| Instructions to follow |
Among the following entries, count the lines that contain "Trory" and report only the result.
*** Task data Section Begins ***
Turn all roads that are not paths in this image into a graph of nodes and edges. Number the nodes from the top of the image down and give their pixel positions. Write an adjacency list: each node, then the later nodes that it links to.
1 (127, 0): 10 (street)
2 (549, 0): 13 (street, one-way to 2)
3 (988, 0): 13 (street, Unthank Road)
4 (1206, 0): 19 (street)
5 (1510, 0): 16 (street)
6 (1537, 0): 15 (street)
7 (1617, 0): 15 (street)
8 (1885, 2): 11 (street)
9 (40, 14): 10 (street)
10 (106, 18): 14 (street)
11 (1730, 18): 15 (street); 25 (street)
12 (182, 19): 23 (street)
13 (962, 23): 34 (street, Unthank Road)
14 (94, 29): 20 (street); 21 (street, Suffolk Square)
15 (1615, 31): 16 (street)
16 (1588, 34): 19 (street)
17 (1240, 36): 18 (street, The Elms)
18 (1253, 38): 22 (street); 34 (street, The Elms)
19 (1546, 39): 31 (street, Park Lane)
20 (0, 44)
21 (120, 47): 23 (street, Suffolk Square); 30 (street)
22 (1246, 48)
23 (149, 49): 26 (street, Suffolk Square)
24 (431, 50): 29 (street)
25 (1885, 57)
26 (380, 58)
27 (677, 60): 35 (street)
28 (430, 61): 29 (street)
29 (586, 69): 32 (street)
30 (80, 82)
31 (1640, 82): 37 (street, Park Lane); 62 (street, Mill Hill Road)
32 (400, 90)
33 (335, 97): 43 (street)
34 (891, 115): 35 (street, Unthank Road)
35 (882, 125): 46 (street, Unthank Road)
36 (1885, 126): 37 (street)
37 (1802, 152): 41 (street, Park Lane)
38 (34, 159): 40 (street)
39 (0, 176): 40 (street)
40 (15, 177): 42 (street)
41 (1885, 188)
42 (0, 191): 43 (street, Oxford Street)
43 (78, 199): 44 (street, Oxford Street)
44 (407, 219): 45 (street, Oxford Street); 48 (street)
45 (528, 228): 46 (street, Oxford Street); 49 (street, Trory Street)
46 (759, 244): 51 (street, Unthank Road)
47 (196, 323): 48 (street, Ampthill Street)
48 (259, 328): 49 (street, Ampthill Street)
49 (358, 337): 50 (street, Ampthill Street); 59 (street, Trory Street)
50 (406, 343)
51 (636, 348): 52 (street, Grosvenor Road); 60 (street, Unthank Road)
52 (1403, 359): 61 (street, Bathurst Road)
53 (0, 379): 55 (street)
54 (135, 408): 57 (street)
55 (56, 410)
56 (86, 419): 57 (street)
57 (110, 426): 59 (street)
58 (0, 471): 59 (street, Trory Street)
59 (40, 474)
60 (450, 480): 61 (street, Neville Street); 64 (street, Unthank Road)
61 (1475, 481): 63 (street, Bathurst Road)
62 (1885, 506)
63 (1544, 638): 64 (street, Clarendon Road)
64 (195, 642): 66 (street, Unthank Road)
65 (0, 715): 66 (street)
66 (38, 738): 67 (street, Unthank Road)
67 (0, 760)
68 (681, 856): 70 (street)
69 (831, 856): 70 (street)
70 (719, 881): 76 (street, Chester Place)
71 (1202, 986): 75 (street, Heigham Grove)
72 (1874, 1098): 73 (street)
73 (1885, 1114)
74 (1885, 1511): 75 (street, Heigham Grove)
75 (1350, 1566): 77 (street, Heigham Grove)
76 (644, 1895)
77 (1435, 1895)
*** Task data Section Ends ***
| Response to the task |
3